* Task brief *
Write each entry out once more, please, precisely as shown.

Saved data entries
[Start of Attachment]

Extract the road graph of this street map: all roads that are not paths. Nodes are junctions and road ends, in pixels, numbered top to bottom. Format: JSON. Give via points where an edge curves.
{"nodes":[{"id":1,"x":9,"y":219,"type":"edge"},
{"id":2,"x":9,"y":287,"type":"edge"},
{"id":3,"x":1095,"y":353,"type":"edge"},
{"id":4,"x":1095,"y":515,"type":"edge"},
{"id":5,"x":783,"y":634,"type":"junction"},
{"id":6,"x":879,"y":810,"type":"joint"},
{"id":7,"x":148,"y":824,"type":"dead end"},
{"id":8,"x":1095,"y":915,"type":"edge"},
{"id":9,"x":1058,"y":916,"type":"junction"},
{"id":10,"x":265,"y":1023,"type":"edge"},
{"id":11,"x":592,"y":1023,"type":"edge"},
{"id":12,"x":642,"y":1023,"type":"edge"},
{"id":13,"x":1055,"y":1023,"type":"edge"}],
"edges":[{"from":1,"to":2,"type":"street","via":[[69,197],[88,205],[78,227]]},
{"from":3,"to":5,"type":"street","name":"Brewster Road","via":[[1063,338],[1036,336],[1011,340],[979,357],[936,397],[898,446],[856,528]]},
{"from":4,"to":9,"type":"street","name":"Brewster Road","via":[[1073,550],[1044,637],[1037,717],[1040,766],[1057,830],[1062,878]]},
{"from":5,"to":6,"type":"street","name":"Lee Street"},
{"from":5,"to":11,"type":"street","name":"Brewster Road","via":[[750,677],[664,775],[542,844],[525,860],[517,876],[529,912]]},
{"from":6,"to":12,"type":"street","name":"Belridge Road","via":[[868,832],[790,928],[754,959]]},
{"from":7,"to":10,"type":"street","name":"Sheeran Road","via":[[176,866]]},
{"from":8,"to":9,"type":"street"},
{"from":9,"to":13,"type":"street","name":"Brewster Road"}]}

[End of Attachment]

* Result of this task *
Extract the road graph of this street map: all roads that are not paths. Nodes are junctions and road ends, in pixels, numbered top to bottom. Format: JSON. Give via points where an edge curves.
{"nodes":[{"id":1,"x":9,"y":219,"type":"edge"},
{"id":2,"x":9,"y":287,"type":"edge"},
{"id":3,"x":1095,"y":353,"type":"edge"},
{"id":4,"x":1095,"y":515,"type":"edge"},
{"id":5,"x":783,"y":634,"type":"junction"},
{"id":6,"x":879,"y":810,"type":"joint"},
{"id":7,"x":148,"y":824,"type":"dead end"},
{"id":8,"x":1095,"y":915,"type":"edge"},
{"id":9,"x":1058,"y":916,"type":"junction"},
{"id":10,"x":265,"y":1023,"type":"edge"},
{"id":11,"x":592,"y":1023,"type":"edge"},
{"id":12,"x":642,"y":1023,"type":"edge"},
{"id":13,"x":1055,"y":1023,"type":"edge"}],
"edges":[{"from":1,"to":2,"type":"street","via":[[69,197],[88,205],[78,227]]},
{"from":3,"to":5,"type":"street","name":"Brewster Road","via":[[1063,338],[1036,336],[1011,340],[979,357],[936,397],[898,446],[856,528]]},
{"from":4,"to":9,"type":"street","name":"Brewster Road","via":[[1073,550],[1044,637],[1037,717],[1040,766],[1057,830],[1062,878]]},
{"from":5,"to":6,"type":"street","name":"Lee Street"},
{"from":5,"to":11,"type":"street","name":"Brewster Road","via":[[750,677],[664,775],[542,844],[525,860],[517,876],[529,912]]},
{"from":6,"to":12,"type":"street","name":"Belridge Road","via":[[868,832],[790,928],[754,959]]},
{"from":7,"to":10,"type":"street","name":"Sheeran Road","via":[[176,866]]},
{"from":8,"to":9,"type":"street"},
{"from":9,"to":13,"type":"street","name":"Brewster Road"}]}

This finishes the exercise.